BEGIN DATA RECORDS

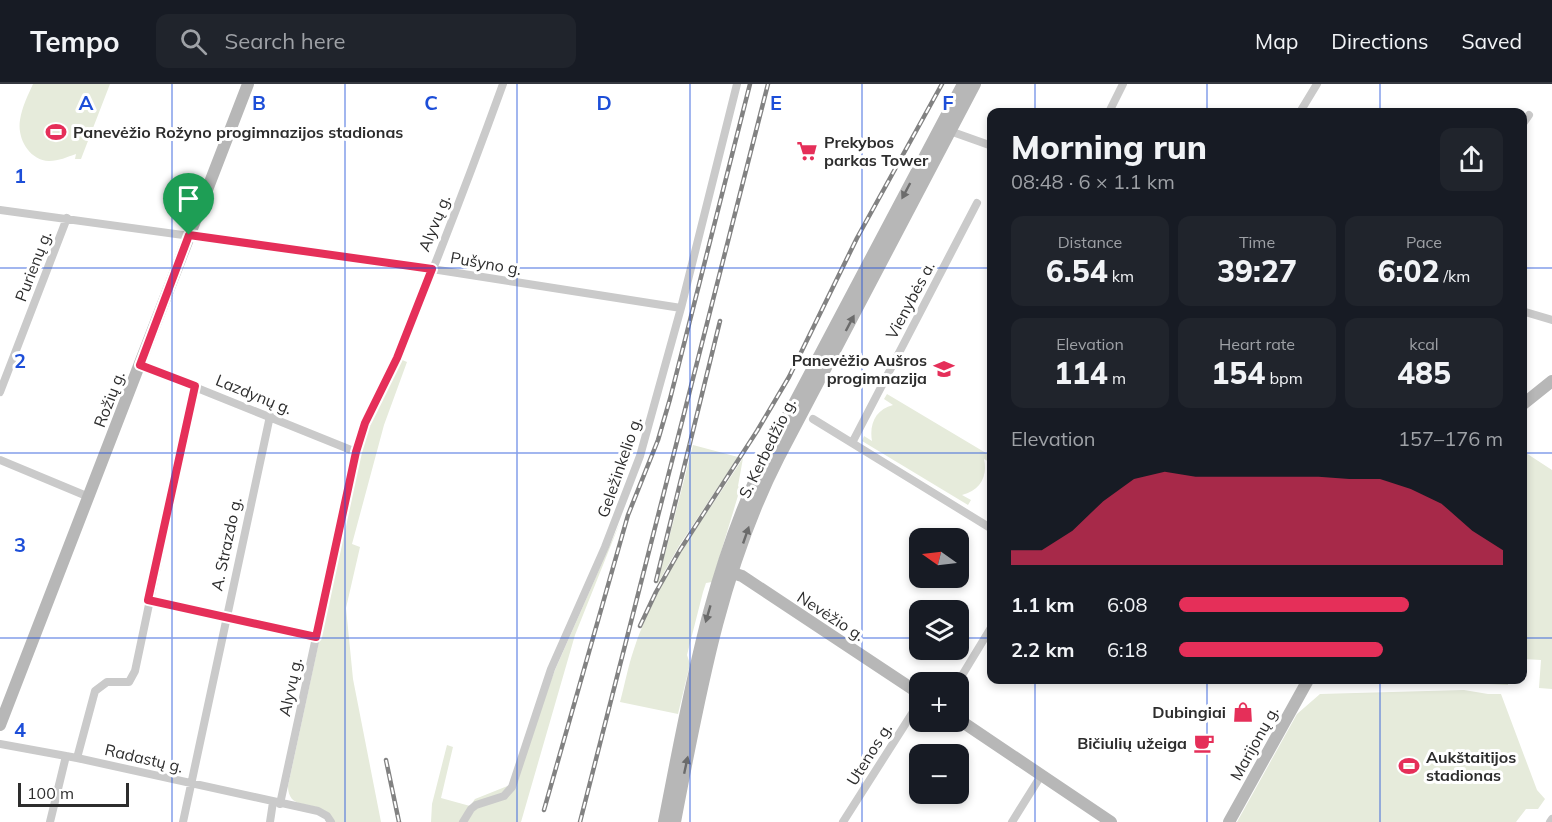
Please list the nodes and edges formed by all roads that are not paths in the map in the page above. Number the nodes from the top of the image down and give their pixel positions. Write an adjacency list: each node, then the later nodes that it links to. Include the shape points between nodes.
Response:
1 (248, 84): 17 (main road, Rožių g.)
2 (503, 84): 18 (street, Alyvų g.)
3 (737, 84): 19 (street, Geležinkelio g.)
4 (963, 84): 12 (main road, S. Kerbedžio g.)
5 (975, 84): 12 (main road, S. Kerbedžio g.)
6 (1123, 84): 8 (street)
7 (1317, 84): 9 (street)
8 (1111, 108)
9 (1302, 108)
10 (1529, 114): 11 (street)
11 (1527, 117)
12 (945, 129): 13 (street); 34 (main road, S. Kerbedžio g., via 760,470 740,517)
13 (987, 144)
14 (977, 203): 29 (street, Vienybės a.)
15 (0, 210): 16 (street, Pušyno g.)
16 (67, 218): 17 (street, Pušyno g.); 25 (street, Purienų g.)
17 (189, 235): 18 (street, Pušyno g.); 22 (main road, Rožių g.)
18 (432, 269): 19 (street, Pušyno g.); 30 (street, Alyvų g.)
19 (681, 308): 55 (street, Geležinkelio g., via 640,456 551,669 512,787 504,796 476,805)
20 (1527, 312): 21 (street)
21 (1552, 320)
22 (140, 365): 24 (street, Lazdynų g.); 32 (main road, Rožių g.)
23 (1552, 381): 26 (main road)
24 (195, 386): 27 (street, Lazdynų g.); 35 (street)
25 (0, 392)
26 (1527, 401)
27 (270, 416): 30 (street, Lazdynų g.); 36 (street, A. Strazdo g.)
28 (813, 419): 29 (street)
29 (852, 443): 33 (street)
30 (356, 452): 38 (street, Alyvų g.)
31 (0, 460): 32 (street)
32 (88, 497): 43 (main road, Rožių g.)
33 (987, 526)
34 (727, 571): 41 (main road, Nevėžio g., via 742,576); 56 (main road, S. Kerbedžio g., one-way to 56, via 701,642); 57 (main road, S. Kerbedžio g., one-way to 34)
35 (148, 600): 36 (street); 47 (street, via 135,671 129,682 107,682 95,691)
36 (226, 616): 38 (street); 49 (street, A. Strazdo g.)
37 (987, 634): 39 (street)
38 (316, 637): 50 (street, Alyvų g.)
39 (964, 672)
40 (1306, 684): 61 (main road, Marijonų g.)
41 (909, 687)
42 (909, 718): 58 (street, Utenos g.)
43 (0, 725)
44 (969, 726): 48 (main road)
45 (0, 744): 46 (street, Radastų g.)
46 (66, 756): 47 (street, Radastų g.); 51 (street)
47 (77, 758): 49 (street, Radastų g.)
48 (1042, 774): 59 (street); 60 (main road)
49 (191, 784): 50 (street, Radastų g.); 52 (street, A. Strazdo g.)
50 (277, 803): 53 (street, Alyvų g.); 54 (street, via 323,813)
51 (50, 822)
52 (183, 822)
53 (270, 822)
54 (331, 822)
55 (463, 822)
56 (664, 822)
57 (675, 822)
58 (843, 822)
59 (1012, 822)
60 (1111, 822)
61 (1229, 822)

END DATA RECORDS

- PROBLEM DESCRIPTION
Give back every entry in its exact wording, leaving the pictures out.

- SOLUTION FOR THIS PROBLEM
Please list the nodes and edges formed by all roads that are not paths in the map in the page above. Number the nodes from the top of the image down and give their pixel positions. Write an adjacency list: each node, then the later nodes that it links to. Include the shape points between nodes.
Response:
1 (248, 84): 17 (main road, Rožių g.)
2 (503, 84): 18 (street, Alyvų g.)
3 (737, 84): 19 (street, Geležinkelio g.)
4 (963, 84): 12 (main road, S. Kerbedžio g.)
5 (975, 84): 12 (main road, S. Kerbedžio g.)
6 (1123, 84): 8 (street)
7 (1317, 84): 9 (street)
8 (1111, 108)
9 (1302, 108)
10 (1529, 114): 11 (street)
11 (1527, 117)
12 (945, 129): 13 (street); 34 (main road, S. Kerbedžio g., via 760,470 740,517)
13 (987, 144)
14 (977, 203): 29 (street, Vienybės a.)
15 (0, 210): 16 (street, Pušyno g.)
16 (67, 218): 17 (street, Pušyno g.); 25 (street, Purienų g.)
17 (189, 235): 18 (street, Pušyno g.); 22 (main road, Rožių g.)
18 (432, 269): 19 (street, Pušyno g.); 30 (street, Alyvų g.)
19 (681, 308): 55 (street, Geležinkelio g., via 640,456 551,669 512,787 504,796 476,805)
20 (1527, 312): 21 (street)
21 (1552, 320)
22 (140, 365): 24 (street, Lazdynų g.); 32 (main road, Rožių g.)
23 (1552, 381): 26 (main road)
24 (195, 386): 27 (street, Lazdynų g.); 35 (street)
25 (0, 392)
26 (1527, 401)
27 (270, 416): 30 (street, Lazdynų g.); 36 (street, A. Strazdo g.)
28 (813, 419): 29 (street)
29 (852, 443): 33 (street)
30 (356, 452): 38 (street, Alyvų g.)
31 (0, 460): 32 (street)
32 (88, 497): 43 (main road, Rožių g.)
33 (987, 526)
34 (727, 571): 41 (main road, Nevėžio g., via 742,576); 56 (main road, S. Kerbedžio g., one-way to 56, via 701,642); 57 (main road, S. Kerbedžio g., one-way to 34)
35 (148, 600): 36 (street); 47 (street, via 135,671 129,682 107,682 95,691)
36 (226, 616): 38 (street); 49 (street, A. Strazdo g.)
37 (987, 634): 39 (street)
38 (316, 637): 50 (street, Alyvų g.)
39 (964, 672)
40 (1306, 684): 61 (main road, Marijonų g.)
41 (909, 687)
42 (909, 718): 58 (street, Utenos g.)
43 (0, 725)
44 (969, 726): 48 (main road)
45 (0, 744): 46 (street, Radastų g.)
46 (66, 756): 47 (street, Radastų g.); 51 (street)
47 (77, 758): 49 (street, Radastų g.)
48 (1042, 774): 59 (street); 60 (main road)
49 (191, 784): 50 (street, Radastų g.); 52 (street, A. Strazdo g.)
50 (277, 803): 53 (street, Alyvų g.); 54 (street, via 323,813)
51 (50, 822)
52 (183, 822)
53 (270, 822)
54 (331, 822)
55 (463, 822)
56 (664, 822)
57 (675, 822)
58 (843, 822)
59 (1012, 822)
60 (1111, 822)
61 (1229, 822)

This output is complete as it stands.